14 weeks and over 20,000 km's later we have made it...as far as England at least. At 3.30 pm this afternoon the three of us waved goodbye to foreign fields and tukked onto the Eurostar. An hour later we were hogging the inside lane of the M20 and heading for Brighton. Now here we are, tukked away in a leafy corner of the south of England, preparing for the final touch down tommorrow afternoon.

Being in England is VERY strange; Jo and I have both got the sensation of being imposters in our own country. It feels like we have been away for ages, seen so much, its almost too much to take in that tomorrow it all comes to an end. Its very sad. Last night, after a few too many glasses of white wine and champagne, the thought of coming back to England and finishing this glorious adventure made me cry. I know it will be wonderful to see everyone, but after that its Monday, and reality, and all those What Next? questions.

Our last night abroad could not have been more perfect. We had the privilege of staying with Sam and Bea Rutherford in Brussels, who spoilt us rotten and fed us amazing Belgian chocolate brownies and champagne. I mentioned them both on a blog months ago: Sam drove from london to Sydney in a pink landrover -called Pinky - in 1998-9, and gave us lots of invaluable advice before we left. It seems like months and months ago that he and Bea, over a glass of wine in Winchester, asked us to come and stay with them as we tukked past Brussels. Thanks guys for a wonderful European send off.

So many thoughts and feelings are galloping through my head about the last few months, about tomorrow, about next week, next month, next year....but they'll have to wait till next week to be blogged. All I can say is that the last few months have been both the most exhilarating and challenging times of my life. I am so grateful to have had the opportunity to do such a journey, to meet the people I have, and to have travelled with two such wonderful companions. I know there will be more tears tomorrow.

FINALLY...and very importantly...here are the details about tomorrow.

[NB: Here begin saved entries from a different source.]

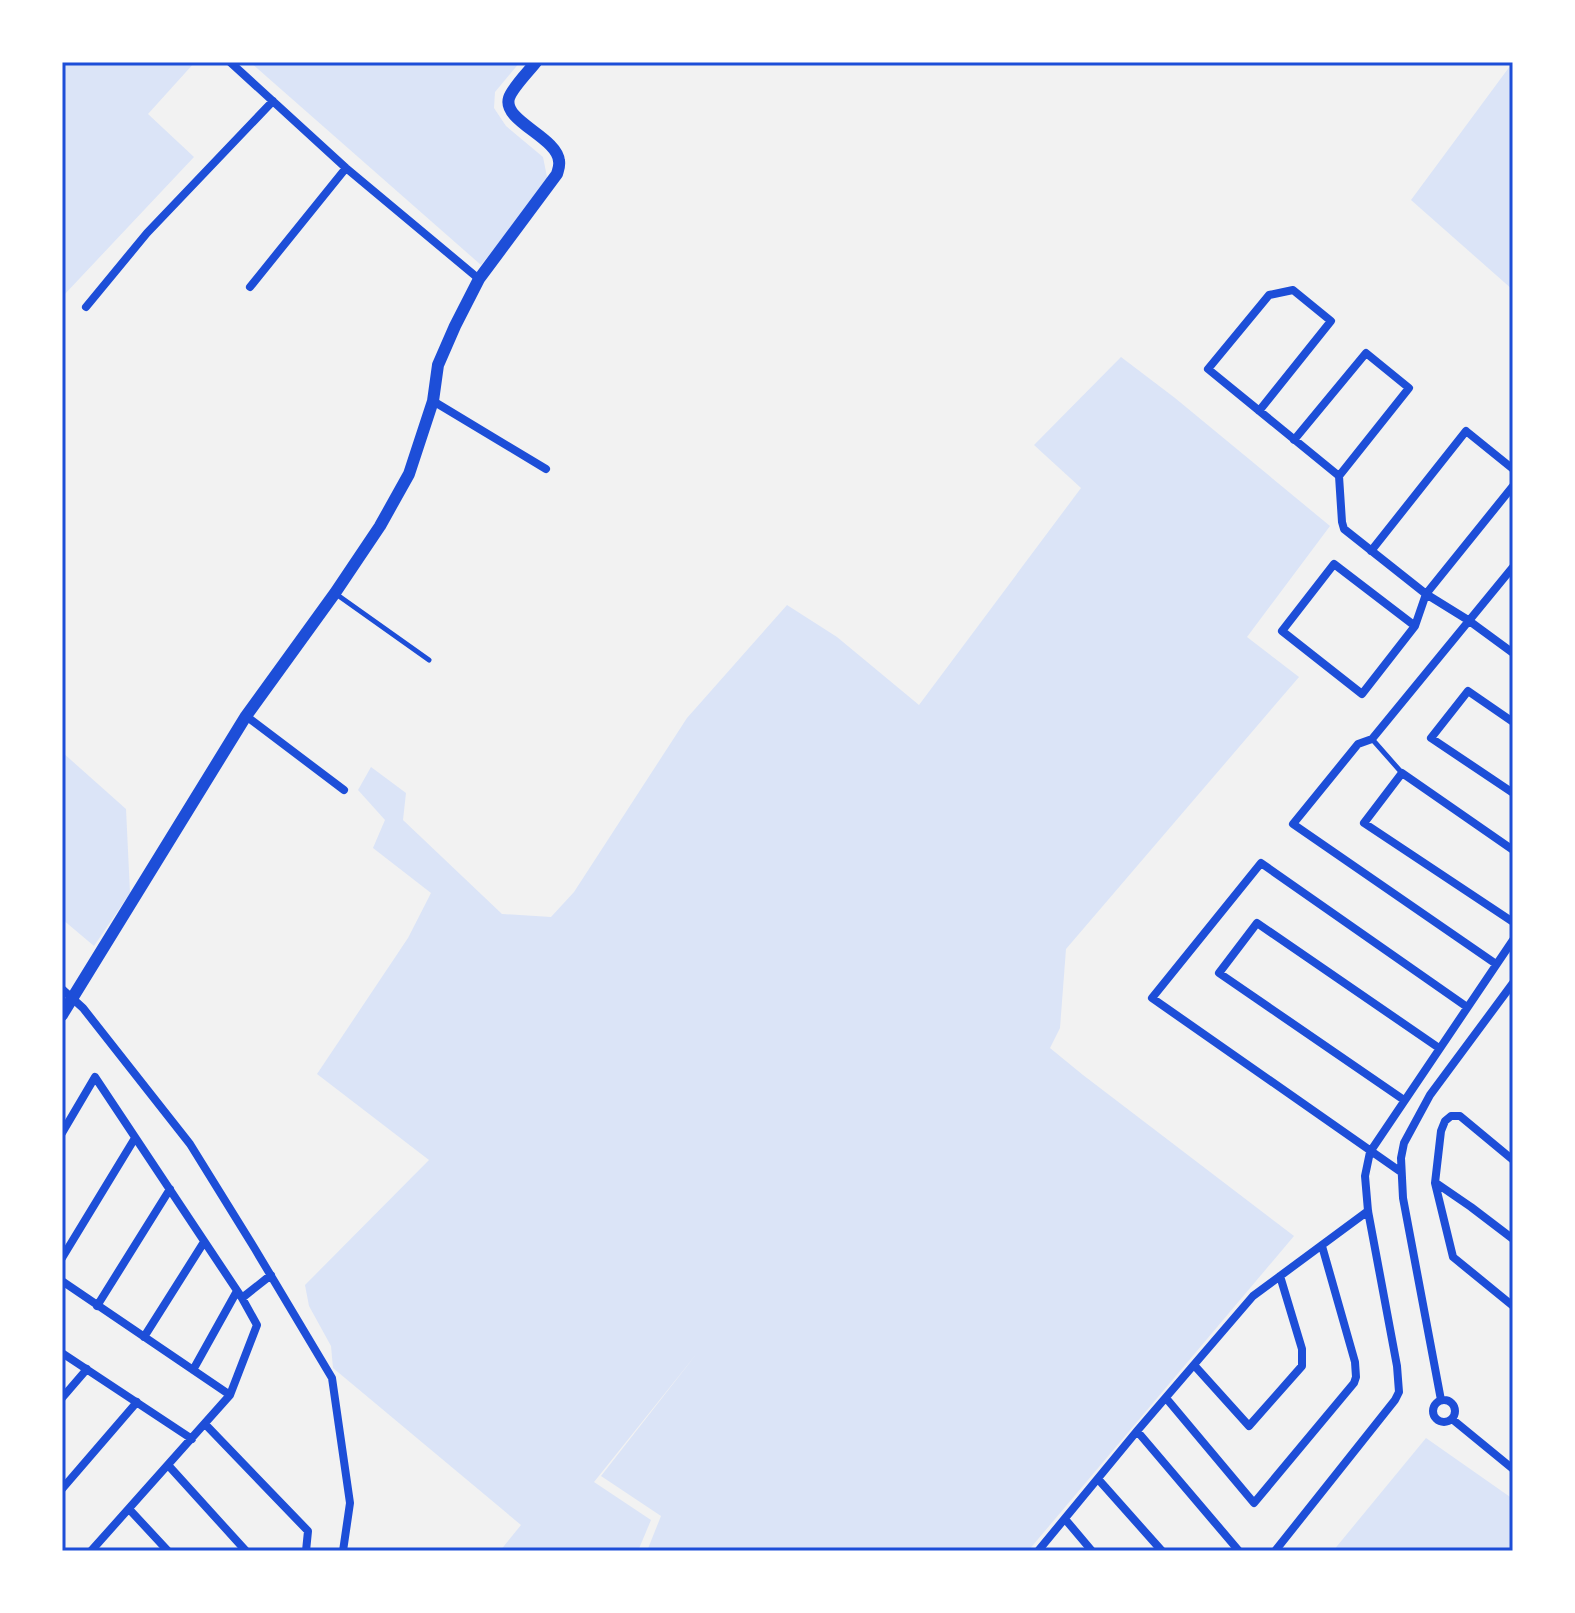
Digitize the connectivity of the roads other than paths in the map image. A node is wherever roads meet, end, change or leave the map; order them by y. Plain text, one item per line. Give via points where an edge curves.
1 (230, 62) edge
2 (536, 62) edge
3 (273, 101) junction
4 (346, 168) junction
5 (479, 279) junction
6 (250, 287) dead end
7 (86, 307) dead end
8 (433, 401) junction
9 (1259, 411) junction
10 (1294, 440) junction
11 (546, 469) dead end
12 (1513, 469) edge
13 (1339, 476) junction
14 (1513, 486) edge
15 (1371, 551) junction
16 (1513, 567) edge
17 (335, 593) junction
18 (1426, 594) junction
19 (1468, 620) junction
20 (1415, 626) junction
21 (1513, 653) edge
22 (429, 660) dead end
23 (246, 716) junction
24 (1513, 722) edge
25 (1372, 739) junction
26 (1402, 773) junction
27 (344, 790) dead end
28 (1513, 793) edge
29 (1513, 850) edge
30 (1513, 922) edge
31 (1513, 940) edge
32 (1496, 964) junction
33 (1513, 983) edge
34 (67, 993) edge
35 (1467, 1007) junction
36 (62, 1015) edge
37 (1439, 1048) junction
38 (1404, 1100) junction
39 (62, 1133) edge
40 (135, 1138) junction
41 (1370, 1152) junction
42 (1513, 1160) edge
43 (1401, 1172) junction
44 (1435, 1183) junction
45 (170, 1189) junction
46 (1368, 1211) junction
47 (1513, 1239) edge
48 (204, 1242) junction
49 (1322, 1246) junction
50 (62, 1258) edge
51 (271, 1275) junction
52 (1280, 1276) junction
53 (62, 1281) edge
54 (240, 1295) junction
55 (97, 1306) junction
56 (1513, 1306) edge
57 (144, 1337) junction
58 (62, 1353) edge
59 (1194, 1365) junction
60 (87, 1369) junction
61 (193, 1370) junction
62 (230, 1395) junction
63 (62, 1398) edge
64 (1166, 1398) junction
65 (1441, 1400) junction
66 (137, 1402) junction
67 (1452, 1419) junction
68 (205, 1424) junction
69 (1137, 1431) junction
70 (192, 1439) junction
71 (168, 1465) junction
72 (1513, 1469) edge
73 (1098, 1479) junction
74 (62, 1489) edge
75 (129, 1509) junction
76 (1065, 1519) junction
77 (91, 1551) edge
78 (168, 1551) edge
79 (246, 1551) edge
80 (306, 1551) edge
81 (343, 1551) edge
82 (1038, 1551) edge
83 (1092, 1551) edge
84 (1162, 1551) edge
85 (1239, 1551) edge
86 (1275, 1551) edge

1 - 3 street
2 - 5 street via 509,96 508,105 555,149 557,174
3 - 4 street
3 - 7 street via 147,233
4 - 5 street
4 - 6 street
5 - 8 street via 438,365
8 - 11 street
8 - 17 street via 409,474
9 - 9 street via 1208,369 1269,295 1293,290 1331,321
9 - 10 street
10 - 13 street
10 - 13 street via 1366,353 1377,361 1409,388
12 - 15 street via 1466,431
13 - 15 street via 1344,529
14 - 18 street
15 - 18 street
16 - 19 street
17 - 22 lane
17 - 23 street
18 - 19 street
18 - 20 street
19 - 21 street
19 - 25 street
20 - 20 street via 1362,694 1282,631 1334,564
23 - 27 street
23 - 34 street
24 - 28 street via 1468,691 1431,738
25 - 26 lane
25 - 32 street via 1358,744 1293,824
26 - 29 street
26 - 30 street via 1364,823
31 - 32 street
32 - 35 street
33 - 43 street via 1430,1095 1404,1143
34 - 36 street
34 - 51 street via 190,1144
35 - 37 street
35 - 41 street via 1261,863 1152,998
37 - 38 street
37 - 38 street via 1257,923 1219,973
38 - 41 street
39 - 40 street via 95,1077
40 - 45 street
40 - 50 street
41 - 43 street
41 - 46 street via 1365,1176
42 - 44 street via 1460,1116 1451,1116 1441,1131
43 - 65 street
44 - 47 street
44 - 56 street via 1453,1257
45 - 48 street
45 - 55 street
46 - 49 street
46 - 86 street via 1399,1392
48 - 54 street
48 - 57 street
49 - 52 street
49 - 64 street via 1356,1377 1254,1503
51 - 54 street
51 - 81 street via 332,1378 350,1503
52 - 59 street via 1253,1296
52 - 59 street via 1302,1349 1302,1366 1249,1426
53 - 55 street
54 - 61 street
54 - 62 street via 257,1325
55 - 57 street
57 - 61 street
58 - 60 street
59 - 64 street
60 - 63 street
60 - 66 street
61 - 62 street
62 - 68 street
64 - 69 street
65 - 67 street via 1455,1405
65 - 67 street via 1433,1407 1435,1418
66 - 70 street
66 - 74 street
67 - 72 street
68 - 70 street
68 - 80 street via 308,1531
69 - 73 street
69 - 85 street
70 - 71 street
71 - 75 street
71 - 79 street
73 - 76 street
73 - 84 street
75 - 77 street
75 - 78 street
76 - 82 street
76 - 83 street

We are landing in Bartholomew Square, Brighton, England, at 3.30 p.m. Click on the below link for details fo how to get there:


You won't be able to miss us, we're pink and we have three-wheels. The Mayor of Brighton is welcoming us and as far as we know BBC South Today and a few other journalists are coming. There will also be some diamonte encrusted ferrets in a 'Weasel Wagon' in attendance. The more the merrier and if you live in the Brighton area and have nothing better to do on a Sunday afternoon then do come down. We're not quite sure what happens after, but the general idea is to have a PARTY / few drinks somewhere in Brighton, after we have tukked up TT in her PJs in her new home.